Friday, May 25, 2012

My Inequality Course



An article by Charlotte Allen and George Leef, published online at both Minding the Campus and the Pope Center for Higher Education Policy, recently singled out a course I teach, entitled "Wealth, Power, & Inequality," as the only one they could find that provides a balanced approach to teaching about social inequality.  I was pleased by this recognition because my main goal in designing the syllabus and selecting the readings for this course (which was on the books under this title before I began teaching it) was precisely to avoid preaching any particular doctrine to the students. I wanted to present inequality as a subject of debate and a topic that could legitimately be approached from differing perspectives, and not to give them my views or the prevailing views of academia as the "correct" way to think about this controversial issue. I try to give them readings that present arguments that are redistributionist and anti-redistributionist, supply-side and demand-side, statist and libertarian, traditionalist.

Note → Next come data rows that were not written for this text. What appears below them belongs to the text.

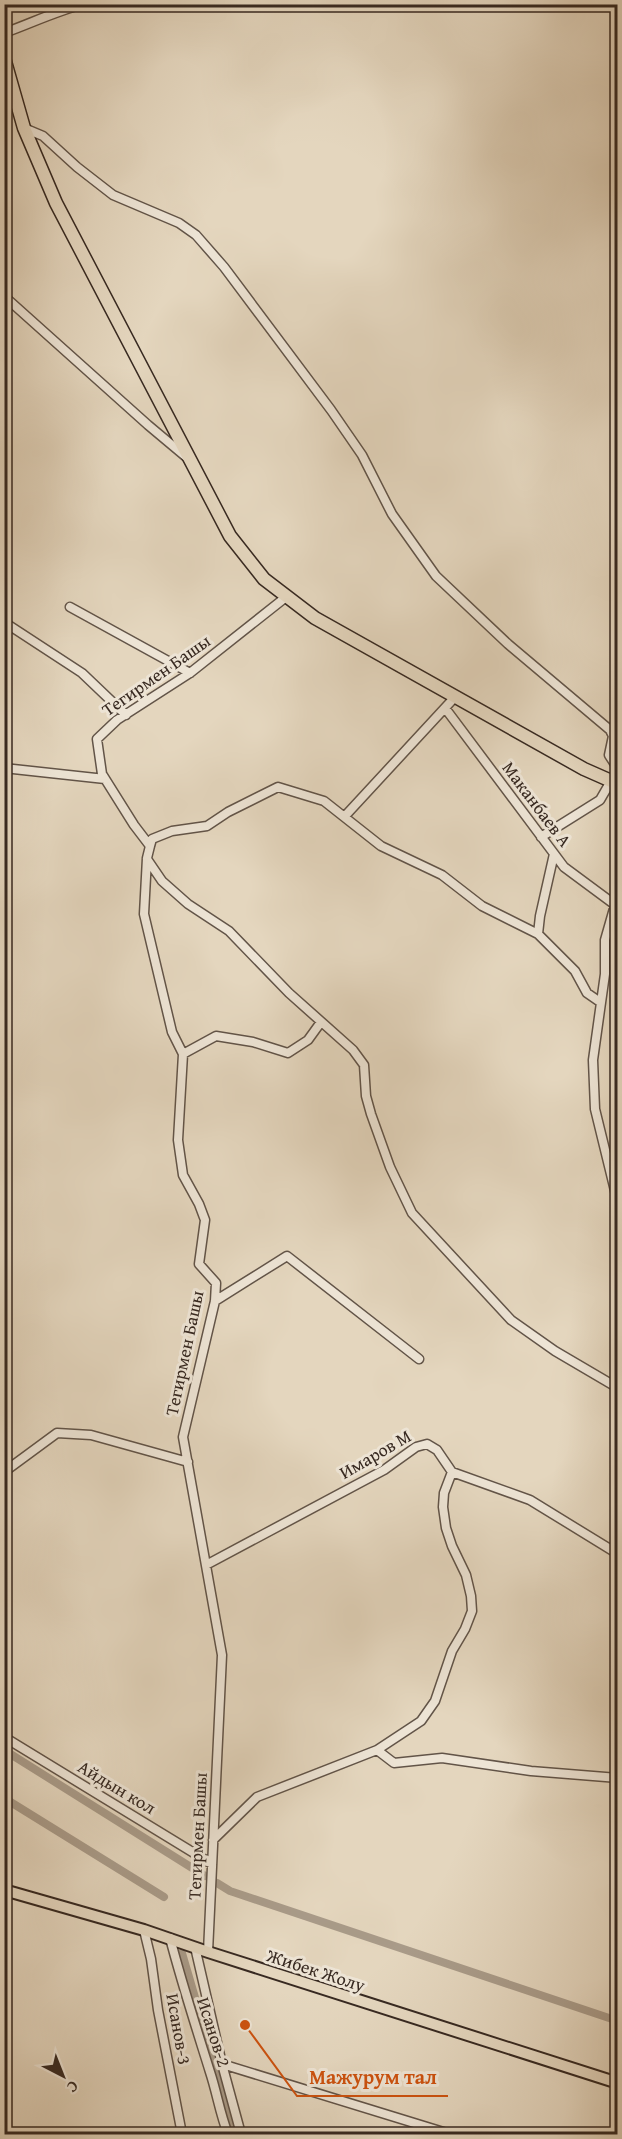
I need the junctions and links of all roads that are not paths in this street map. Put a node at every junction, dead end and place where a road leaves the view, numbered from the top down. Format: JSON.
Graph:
{"nodes":[{"id":1,"x":84,"y":4,"type":"edge"},
{"id":2,"x":97,"y":4,"type":"edge"},
{"id":3,"x":102,"y":4,"type":"edge"},
{"id":4,"x":4,"y":33,"type":"edge"},
{"id":5,"x":4,"y":58,"type":"edge"},
{"id":6,"x":24,"y":128,"type":"junction"},
{"id":7,"x":4,"y":296,"type":"edge"},
{"id":8,"x":190,"y":460,"type":"junction"},
{"id":9,"x":286,"y":597,"type":"junction"},
{"id":10,"x":70,"y":607,"type":"dead end"},
{"id":11,"x":4,"y":622,"type":"edge"},
{"id":12,"x":190,"y":673,"type":"junction"},
{"id":13,"x":455,"y":697,"type":"junction"},
{"id":14,"x":445,"y":708,"type":"junction"},
{"id":15,"x":126,"y":715,"type":"junction"},
{"id":16,"x":4,"y":768,"type":"edge"},
{"id":17,"x":618,"y":769,"type":"edge"},
{"id":18,"x":105,"y":779,"type":"junction"},
{"id":19,"x":614,"y":782,"type":"edge"},
{"id":20,"x":345,"y":816,"type":"junction"},
{"id":21,"x":541,"y":837,"type":"junction"},
{"id":22,"x":150,"y":846,"type":"junction"},
{"id":23,"x":554,"y":854,"type":"junction"},
{"id":24,"x":147,"y":858,"type":"junction"},
{"id":25,"x":616,"y":906,"type":"edge"},
{"id":26,"x":538,"y":934,"type":"junction"},
{"id":27,"x":600,"y":1002,"type":"junction"},
{"id":28,"x":321,"y":1022,"type":"junction"},
{"id":29,"x":183,"y":1054,"type":"junction"},
{"id":30,"x":618,"y":1203,"type":"edge"},
{"id":31,"x":215,"y":1301,"type":"junction"},
{"id":32,"x":419,"y":1359,"type":"dead end"},
{"id":33,"x":618,"y":1388,"type":"edge"},
{"id":34,"x":188,"y":1462,"type":"junction"},
{"id":35,"x":4,"y":1472,"type":"edge"},
{"id":36,"x":452,"y":1472,"type":"junction"},
{"id":37,"x":618,"y":1554,"type":"edge"},
{"id":38,"x":206,"y":1565,"type":"junction"},
{"id":39,"x":4,"y":1737,"type":"edge"},
{"id":40,"x":377,"y":1750,"type":"junction"},
{"id":41,"x":618,"y":1778,"type":"edge"},
{"id":42,"x":213,"y":1840,"type":"junction"},
{"id":43,"x":212,"y":1864,"type":"junction"},
{"id":44,"x":4,"y":1890,"type":"edge"},
{"id":45,"x":144,"y":1930,"type":"junction"},
{"id":46,"x":170,"y":1938,"type":"junction"},
{"id":47,"x":195,"y":1947,"type":"junction"},
{"id":48,"x":208,"y":1952,"type":"junction"},
{"id":49,"x":222,"y":2064,"type":"junction"},
{"id":50,"x":618,"y":2083,"type":"edge"},
{"id":51,"x":182,"y":2134,"type":"edge"},
{"id":52,"x":228,"y":2134,"type":"edge"},
{"id":53,"x":241,"y":2134,"type":"edge"},
{"id":54,"x":450,"y":2134,"type":"edge"}],
"edges":[{"from":1,"to":4,"type":"street"},
{"from":2,"to":3,"type":"street"},
{"from":5,"to":6,"type":"highway"},
{"from":6,"to":8,"type":"highway"},
{"from":6,"to":17,"type":"street"},
{"from":7,"to":8,"type":"street"},
{"from":8,"to":9,"type":"highway"},
{"from":9,"to":12,"type":"street","name":"Тегирмен Башы"},
{"from":9,"to":13,"type":"highway"},
{"from":10,"to":12,"type":"street"},
{"from":11,"to":15,"type":"street"},
{"from":12,"to":15,"type":"street","name":"Тегирмен Башы"},
{"from":13,"to":14,"type":"street"},
{"from":13,"to":19,"type":"highway"},
{"from":14,"to":20,"type":"street"},
{"from":14,"to":21,"type":"street","name":"Маканбаев А"},
{"from":15,"to":18,"type":"street","name":"Тегирмен Башы"},
{"from":16,"to":18,"type":"street"},
{"from":18,"to":22,"type":"street","name":"Тегирмен Башы"},
{"from":19,"to":21,"type":"street"},
{"from":20,"to":22,"type":"street"},
{"from":20,"to":26,"type":"street"},
{"from":21,"to":23,"type":"street","name":"Маканбаев А"},
{"from":22,"to":24,"type":"street","name":"Тегирмен Башы"},
{"from":23,"to":25,"type":"street","name":"Маканбаев А"},
{"from":23,"to":26,"type":"street"},
{"from":24,"to":28,"type":"street"},
{"from":24,"to":29,"type":"street","name":"Тегирмен Башы"},
{"from":25,"to":27,"type":"street"},
{"from":26,"to":27,"type":"street"},
{"from":27,"to":30,"type":"street"},
{"from":28,"to":29,"type":"street"},
{"from":28,"to":33,"type":"street"},
{"from":29,"to":31,"type":"street","name":"Тегирмен Башы"},
{"from":31,"to":32,"type":"street"},
{"from":31,"to":34,"type":"street","name":"Тегирмен Башы"},
{"from":34,"to":35,"type":"street"},
{"from":34,"to":38,"type":"street","name":"Тегирмен Башы"},
{"from":36,"to":37,"type":"street"},
{"from":36,"to":38,"type":"street","name":"Имаров М"},
{"from":36,"to":40,"type":"street"},
{"from":38,"to":42,"type":"street","name":"Тегирмен Башы"},
{"from":39,"to":43,"type":"street","name":"Айдын кол"},
{"from":40,"to":41,"type":"street"},
{"from":40,"to":42,"type":"street"},
{"from":42,"to":43,"type":"street","name":"Тегирмен Башы"},
{"from":43,"to":48,"type":"street","name":"Тегирмен Башы"},
{"from":44,"to":45,"type":"main road","name":"Жибек Жолу"},
{"from":45,"to":46,"type":"main road","name":"Жибек Жолу"},
{"from":45,"to":51,"type":"street","name":"Исанов-3"},
{"from":46,"to":47,"type":"main road","name":"Жибек Жолу"},
{"from":46,"to":52,"type":"street","name":"Исанов-2"},
{"from":47,"to":48,"type":"main road","name":"Жибек Жолу"},
{"from":47,"to":49,"type":"street"},
{"from":48,"to":50,"type":"main road","name":"Жибек Жолу"},
{"from":49,"to":53,"type":"street"},
{"from":49,"to":54,"type":"street"}]}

Many professors teach from a definite point of view. I think that is legitimate in a marketplace of ideas, but it is also problematic in the contemporary university because too often the market is an intellectual monopoly, in which the lack of competition produces shoddy goods. My own approach is to try to delineate the different points of view and to encourage students to reason for themselves. I will, if asked, tell them what I think and give them my reasons, but if they agree with me it should be because the reasons make sense, not because I'm giving them no alternative.